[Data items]
* * *
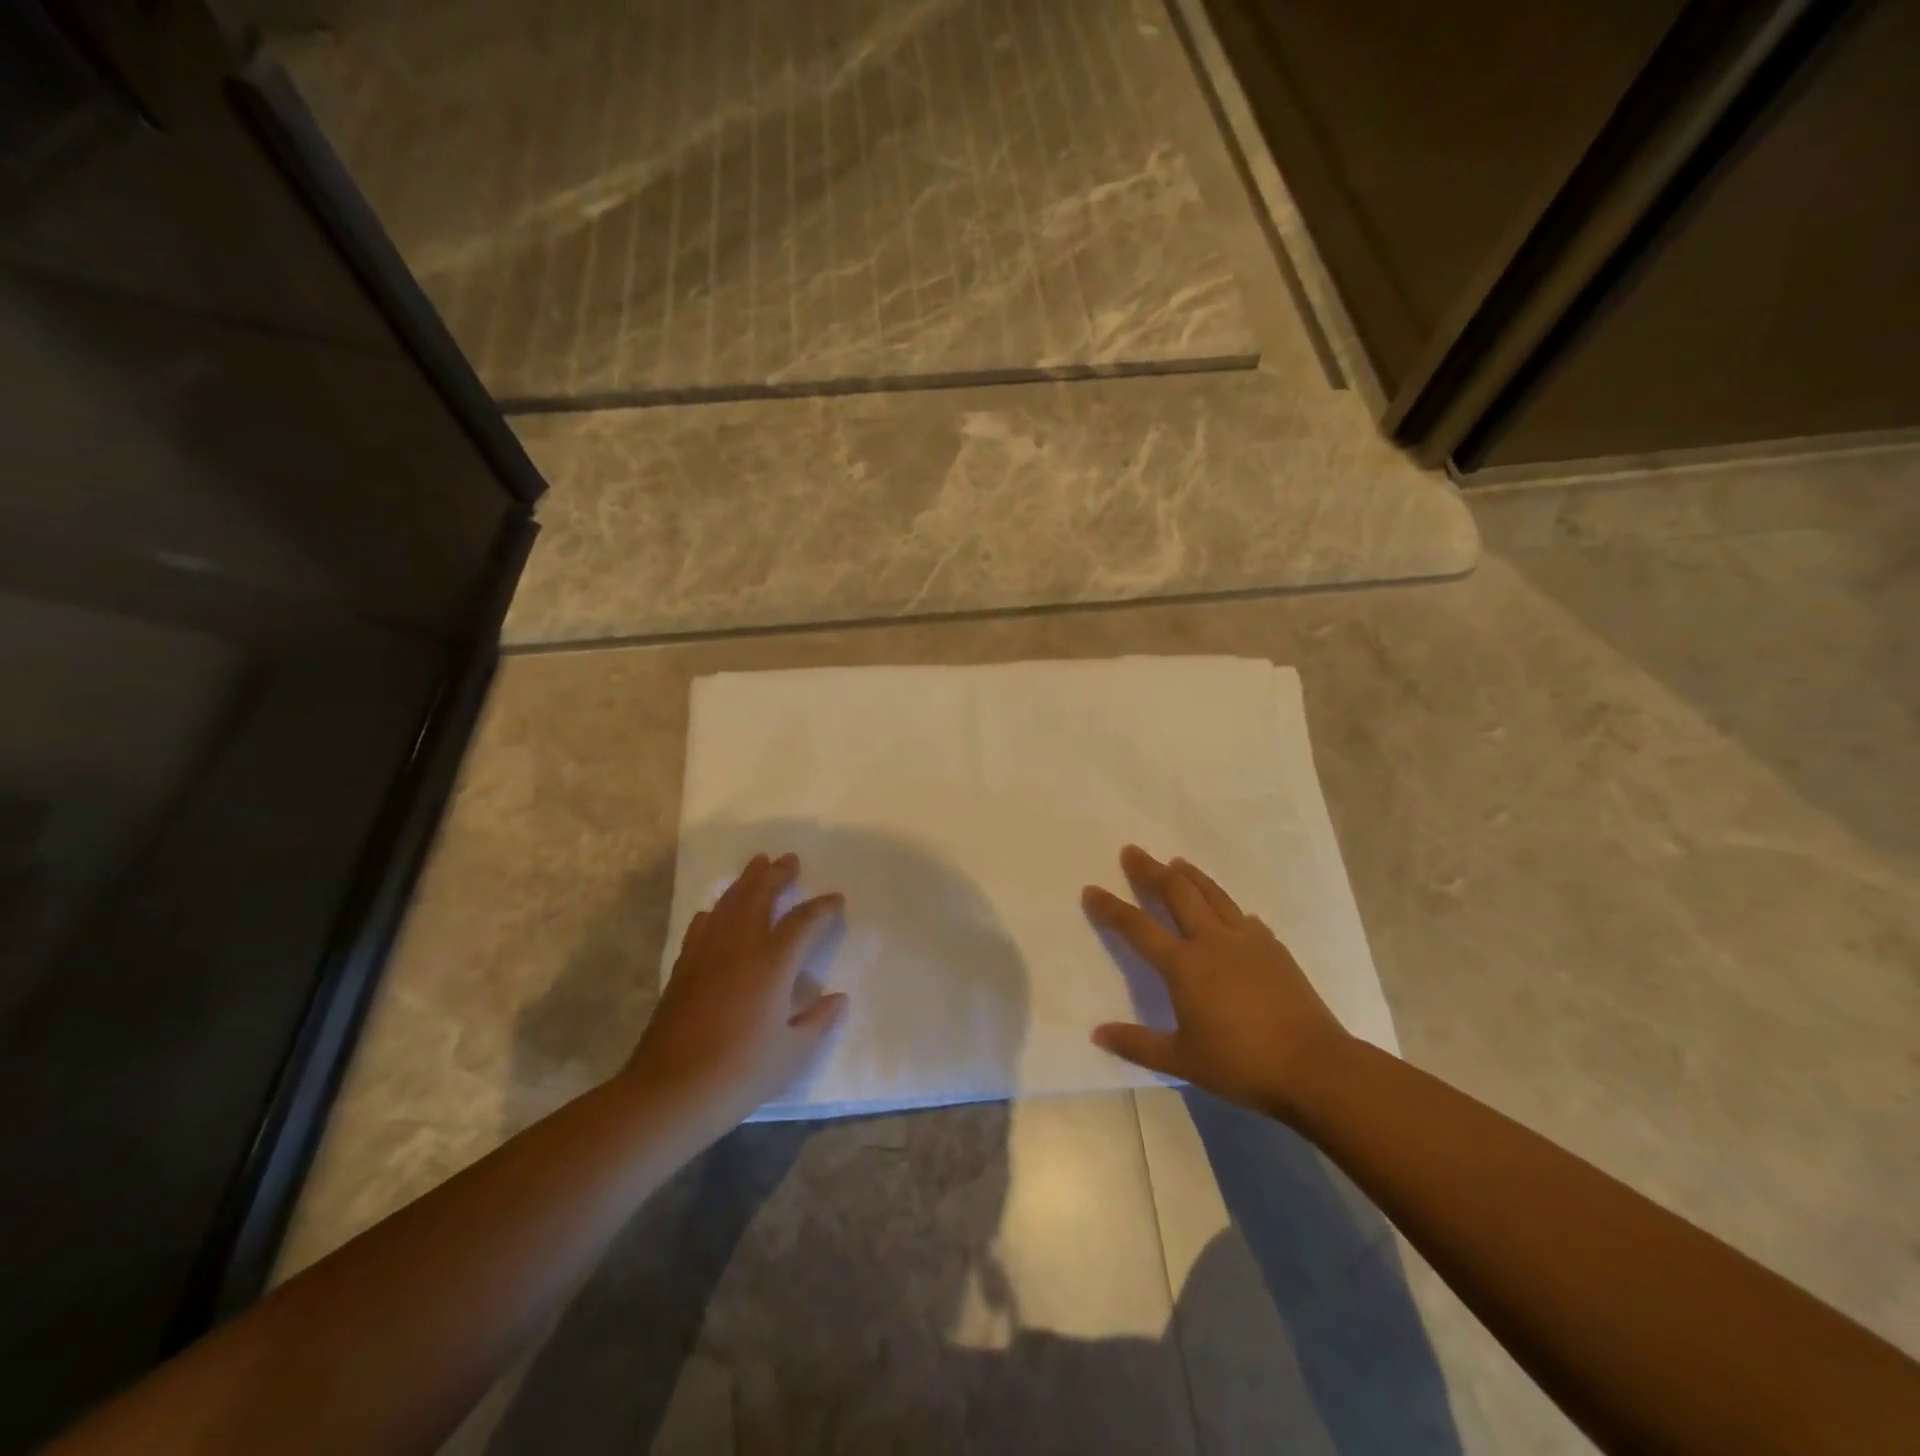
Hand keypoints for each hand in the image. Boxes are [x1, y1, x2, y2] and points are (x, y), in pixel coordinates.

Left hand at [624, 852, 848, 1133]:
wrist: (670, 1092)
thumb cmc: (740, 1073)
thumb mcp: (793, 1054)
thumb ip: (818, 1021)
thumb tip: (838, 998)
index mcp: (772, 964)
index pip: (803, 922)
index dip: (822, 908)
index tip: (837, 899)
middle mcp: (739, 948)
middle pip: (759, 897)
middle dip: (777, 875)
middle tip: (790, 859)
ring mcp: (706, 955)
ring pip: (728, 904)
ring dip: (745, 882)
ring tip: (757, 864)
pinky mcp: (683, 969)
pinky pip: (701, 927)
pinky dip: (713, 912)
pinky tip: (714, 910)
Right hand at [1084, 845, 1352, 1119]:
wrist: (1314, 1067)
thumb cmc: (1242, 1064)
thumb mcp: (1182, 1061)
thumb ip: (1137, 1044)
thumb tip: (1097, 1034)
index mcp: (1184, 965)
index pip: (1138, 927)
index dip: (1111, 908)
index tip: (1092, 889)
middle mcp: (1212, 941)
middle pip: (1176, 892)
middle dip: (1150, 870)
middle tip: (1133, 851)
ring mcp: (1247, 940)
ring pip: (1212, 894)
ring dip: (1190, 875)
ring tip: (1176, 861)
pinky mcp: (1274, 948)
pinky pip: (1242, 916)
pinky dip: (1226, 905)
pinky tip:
* * *
=== INSTRUCTIONS TO FOLLOW ===
If a line in the data above contains "middle", return that line.

=== TASK OUTPUT ===
middle mcp: (739, 948)
middle pip: (759, 897)
middle dip: (777, 875)
middle tip: (790, 859)
middle mcp: (1212, 941)
middle pip: (1176, 892)
middle dip: (1150, 870)
middle tip: (1133, 851)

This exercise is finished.